[Collected data entries]
====

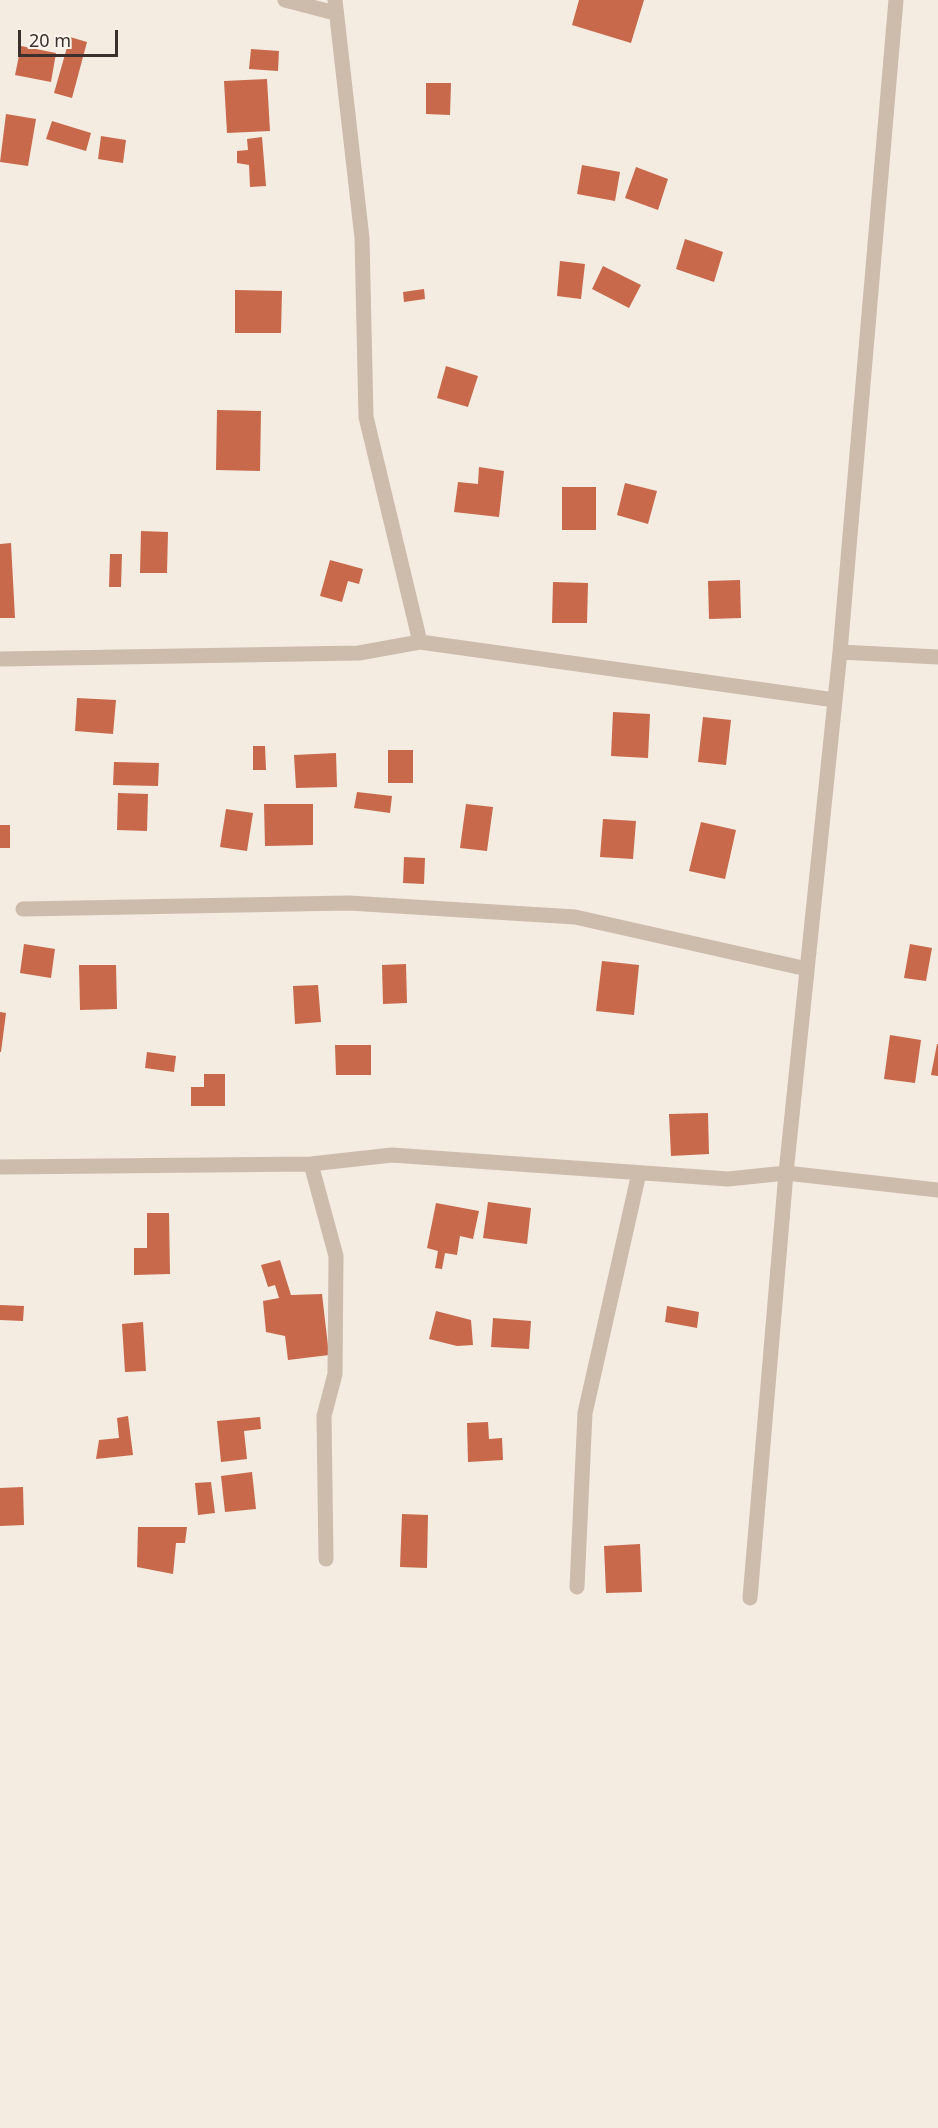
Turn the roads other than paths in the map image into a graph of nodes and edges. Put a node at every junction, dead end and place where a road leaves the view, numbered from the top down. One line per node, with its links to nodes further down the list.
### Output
1 (285, 0): 3 (street)
2 (896, 0): 5 (street)
3 (335, 6): 4 (street)
4 (420, 642): 7 (street); 8 (street)
5 (840, 652): 6 (street); 8 (street)
6 (938, 657)
7 (0, 659)
8 (835, 700): 10 (street)
9 (23, 909): 10 (street)
10 (807, 969): 14 (street)
11 (311, 1164): 12 (street); 13 (street); 16 (street)
12 (0, 1167)
13 (639, 1173): 14 (street); 17 (street)
14 (786, 1173): 15 (street); 18 (street)
15 (938, 1190)
16 (326, 1559)
17 (577, 1587)
18 (750, 1598)

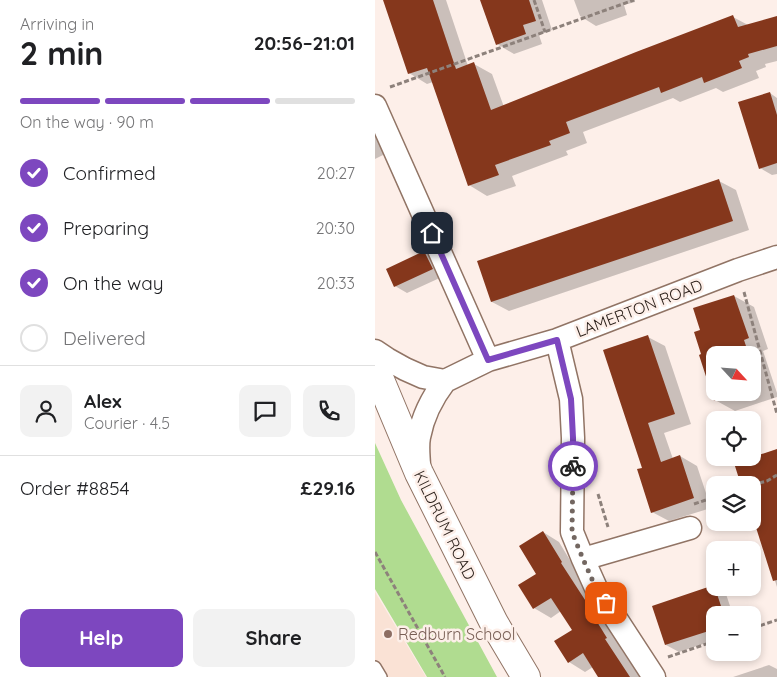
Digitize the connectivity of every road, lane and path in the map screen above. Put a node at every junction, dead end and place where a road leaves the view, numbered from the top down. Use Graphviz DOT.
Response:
graph roads {
  1 [pos="534,0"];
  2 [pos="634,0"];
  3 [pos="545,32"];
  4 [pos="379,98"];
  5 [pos="777,257"];
  6 [pos="738,270"];
  7 [pos="557,340"];
  8 [pos="375,351"];
  9 [pos="488,360"];
  10 [pos="375,368"];
  11 [pos="445,381"];
  12 [pos="777,414"];
  13 [pos="419,473"];
  14 [pos="777,476"];
  15 [pos="761,483"];
  16 [pos="572,493"];
  17 [pos="706,500"];
  18 [pos="693,504"];
  19 [pos="690,528"];
  20 [pos="610,533"];
  21 [pos="375,552"];
  22 [pos="583,559"];
  23 [pos="777,620"];
  24 [pos="761,625"];
  25 [pos="706,645"];
  26 [pos="375,667"];
  27 [pos="650,671"];
  28 [pos="381,677"];
  29 [pos="445,677"];
  30 [pos="526,677"];
  1 -- 3 [label="path"];
  2 -- 3 [label="path"];
  3 -- 4 [label="path"];
  4 -- 9 [label="street"];
  5 -- 6 [label="street, LAMERTON ROAD"];
  6 -- 7 [label="street, LAMERTON ROAD"];
  6 -- 12 [label="path"];
  7 -- 9 [label="street, LAMERTON ROAD"];
  7 -- 16 [label="street"];
  8 -- 11 [label="street"];
  9 -- 11 [label="street, LAMERTON ROAD"];
  10 -- 13 [label="street, KILDRUM ROAD"];
  11 -- 13 [label="street"];
  13 -- 30 [label="street, KILDRUM ROAD"];
  14 -- 15 [label="path"];
  16 -- 20 [label="path"];
  16 -- 22 [label="street"];
  17 -- 18 [label="path"];
  19 -- 22 [label="street"];
  21 -- 29 [label="path"];
  22 -- 27 [label="street"];
  23 -- 24 [label="path"];
  25 -- 27 [label="path"];
  26 -- 28 [label="lane"];
}
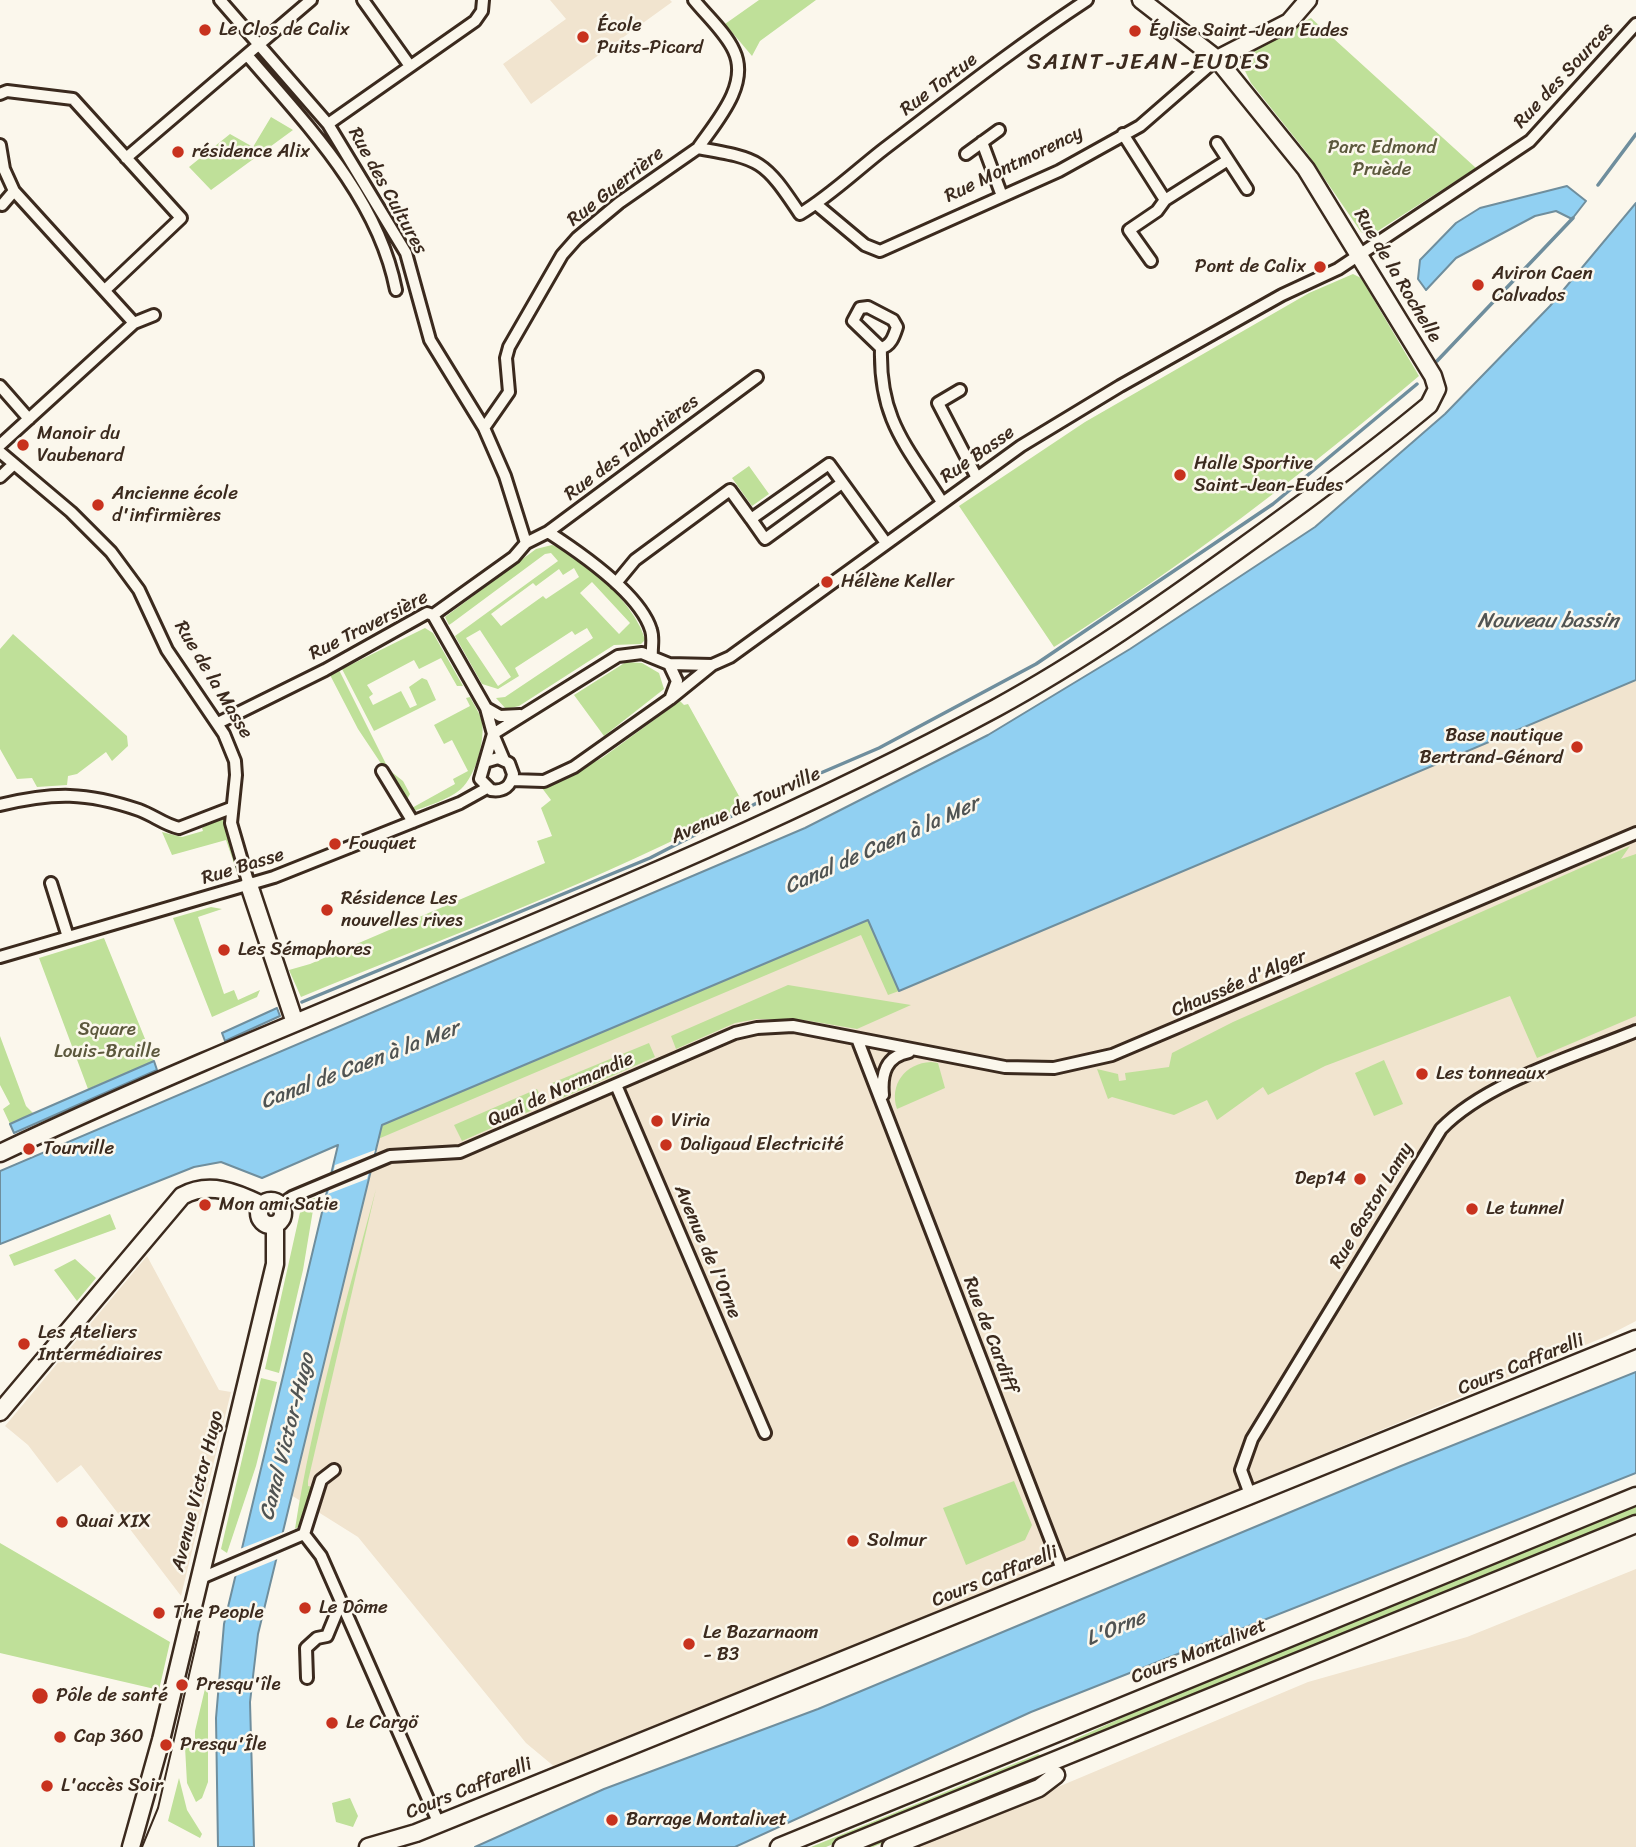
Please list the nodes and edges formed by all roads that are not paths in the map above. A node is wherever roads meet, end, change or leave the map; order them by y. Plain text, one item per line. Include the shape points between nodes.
1 (220, 0) edge
2 (311, 0) edge
3 (363, 0) edge
4 (482, 0) edge
5 (694, 0) edge
6 (1087, 0) edge
7 (1141, 0) edge
8 (1308, 0) edge
9 (1636, 24) edge
10 (260, 44) junction
11 (247, 55) junction
12 (1217, 59) junction
13 (410, 66) junction
14 (0, 94) edge
15 (328, 124) junction
16 (999, 130) dead end
17 (1123, 134) junction
18 (982, 142) junction
19 (1217, 143) dead end
20 (0, 145) edge
21 (698, 148) junction
22 (966, 155) dead end
23 (126, 158) junction
24 (1228, 160) junction
25 (1481, 173) joint
26 (1248, 189) dead end
27 (14, 191) junction
28 (1002, 196) junction
29 (1165, 200) junction
30 (817, 204) junction
31 (2, 205) dead end
32 (1359, 255) junction
33 (1151, 261) dead end
34 (105, 290) junction
35 (396, 290) dead end
36 (154, 315) dead end
37 (134, 323) junction
38 (881, 348) dead end
39 (757, 377) dead end
40 (1436, 383) joint
41 (0, 386) edge
42 (960, 390) dead end
43 (29, 419) junction
44 (484, 428) junction
45 (0, 444) edge
46 (0, 452) edge
47 (14, 464) junction
48 (0, 477) edge
49 (977, 478) junction
50 (842, 483) junction
51 (942, 502) junction
52 (751, 519) junction
53 (548, 532) junction
54 (526, 543) junction
55 (886, 543) junction
56 (616, 583) junction
57 (433, 615) junction
58 (652, 657) junction
59 (669, 664) junction
60 (712, 664) junction
61 (670, 699) junction
62 (486, 708) junction
63 (526, 714) junction
64 (218, 723) junction
65 (493, 734) junction
66 (504, 760) junction
67 (485, 762) junction
68 (382, 771) dead end
69 (512, 780) junction
70 (487, 788) junction
71 (0, 805) edge
72 (231, 808) junction
73 (413, 822) junction
74 (1636, 833) edge
75 (51, 883) dead end
76 (249, 884) junction
77 (68, 937) junction
78 (0, 957) edge
79 (295, 1023) junction
80 (1636, 1031) edge
81 (858, 1041) junction
82 (916, 1051) junction
83 (616, 1085) junction
84 (885, 1111) junction
85 (0, 1153) edge
86 (261, 1205) junction
87 (281, 1205) junction
88 (275, 1225) junction
89 (1636, 1339) edge
90 (0, 1412) edge
91 (765, 1433) dead end
92 (334, 1470) dead end
93 (1636, 1496) edge
94 (1251, 1497) junction
95 (1636, 1524) edge
96 (304, 1534) junction
97 (1063, 1572) junction
98 (199, 1579) junction
99 (341, 1602) junction
100 (307, 1678) dead end
101 (1056, 1775) dead end
102 (439, 1824) junction
103 (131, 1847) edge
104 (368, 1847) edge
105 (779, 1847) edge
106 (842, 1847) edge
107 (891, 1847) edge

1 - 10 street, Rue des Cultures
2 - 10 street
3 - 13 street
4 - 13 street via 482,11 475,20
5 - 21 street via 734,49 739,73 724,111
6 - 30 street, Rue Tortue via 993,65
7 - 12 street, Rue de la Rochelle
8 - 12 street, Rue Montmorency via 1295,17
9 - 25 street, Rue des Sources via 1530,141
10 - 11 street
10 - 15 street, Rue des Cultures
11 - 23 street
11 - 35 street via 348,179 381,239
12 - 17 street, Rue Montmorency via 1140,126
12 - 32 street, Rue de la Rochelle via 1306,169
13 - 15 street
14 - 23 street via 73,99
15 - 44 street, Rue des Cultures via 406,253 430,340
16 - 18 street
17 - 28 street, Rue Montmorency via 1059,172
17 - 29 street
18 - 22 street
18 - 28 street
19 - 24 street
20 - 27 street
21 - 30 street via 749,157 763,165 800,214
21 - 44 street, Rue Guerrière via 619,203 562,255 509,347 509,392
23 - 34 street via 181,218
24 - 26 street
24 - 29 street
25 - 32 street, Rue Basse
27 - 31 street
27 - 34 street
28 - 30 street, Rue Montmorency via 880,251 865,245
29 - 33 street via 1129,230
32 - 40 street, Rue de la Rochelle
32 - 49 street, Rue Basse via 1119,386
34 - 37 street
36 - 37 street
37 - 43 street
38 - 51 street via 880,383 890,416
39 - 53 street, Rue des Talbotières
40 - 79 street, Avenue de Tourville via 1429,405 1320,491 1105,642 996,708 724,840
41 - 43 street
42 - 49 street via 932,402
43 - 45 street
44 - 54 street, Rue des Cultures
46 - 47 street, Rue de la Masse
47 - 48 street
47 - 64 street, Rue de la Masse via 71,512 115,558 139,590 167,650
49 - 51 street, Rue Basse
50 - 52 street via 828,464
50 - 52 street via 765,539
50 - 55 street
51 - 55 street, Rue Basse
52 - 56 street via 730,490 635,560
53 - 54 street, Rue des Talbotières
53 - 56 street
54 - 57 street, Rue Traversière via 514,557
55 - 60 street, Rue Basse via 730,657
56 - 58 street via 650,626
57 - 62 street
57 - 64 street, Rue Traversière via 427,613 406,623
58 - 59 street
58 - 63 street via 631,652 618,656
59 - 60 street
59 - 61 street via 677,681
60 - 61 street, Rue Basse
61 - 69 street, Rue Basse via 562,773 544,781
62 - 63 street via 510,717
62 - 65 street
63 - 65 street
64 - 72 street, Rue de la Masse via 235,761 237,790
65 - 66 street
65 - 67 street
66 - 67 street
66 - 69 street via 512,768
67 - 70 street via 480,779
68 - 73 street
69 - 70 street, Rue Basse via 501,790
70 - 73 street, Rue Basse
71 - 72 street via 60,793 106,800 179,828
72 - 76 street, Rue de la Masse
73 - 76 street, Rue Basse via 323,860
74 - 82 street, Chaussée d'Alger via 1112,1055 1054,1068 1006,1067
75 - 77 street
76 - 77 street, Rue Basse
76 - 79 street, Rue de la Masse
77 - 78 street, Rue Basse
79 - 85 street, Avenue de Tourville
80 - 94 street, Rue Gaston Lamy via 1492,1092 1441,1129 1252,1439 1241,1470
81 - 82 street, Chaussée d'Alger
81 - 83 street, Quai de Normandie via 793,1026 757,1028 734,1033
81 - 84 street, Rue de Cardiff
82 - 84 street, Rue de Cardiff via 904,1052 887,1065 882,1083
83 - 87 street, Quai de Normandie via 460,1152 390,1156
83 - 91 street, Avenue de l'Orne
84 - 97 street, Rue de Cardiff
86 - 87 street via 271,1201
86 - 88 street via 260,1219 268,1226
86 - 90 street via 235,1192 203,1188 182,1196
87 - 88 street via 284,1215
88 - 98 street, Avenue Victor Hugo via 275,1264
89 - 94 street, Cours Caffarelli
92 - 96 street via 321,1480
93 - 105 street, Cours Montalivet
94 - 97 street, Cours Caffarelli
95 - 106 street
96 - 98 street
96 - 99 street via 316,1547
97 - 102 street, Cours Caffarelli
98 - 103 street, Avenue Victor Hugo
99 - 100 street via 327,1636 306,1648
99 - 102 street
101 - 107 street via 1039,1788
102 - 104 street, Cours Caffarelli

====

EXERCISE
Look through the data above and return each line where the string "Caffarelli" occurs.

TASK RESPONSE
89 - 94 street, Cours Caffarelli
94 - 97 street, Cours Caffarelli
97 - 102 street, Cours Caffarelli
102 - 104 street, Cours Caffarelli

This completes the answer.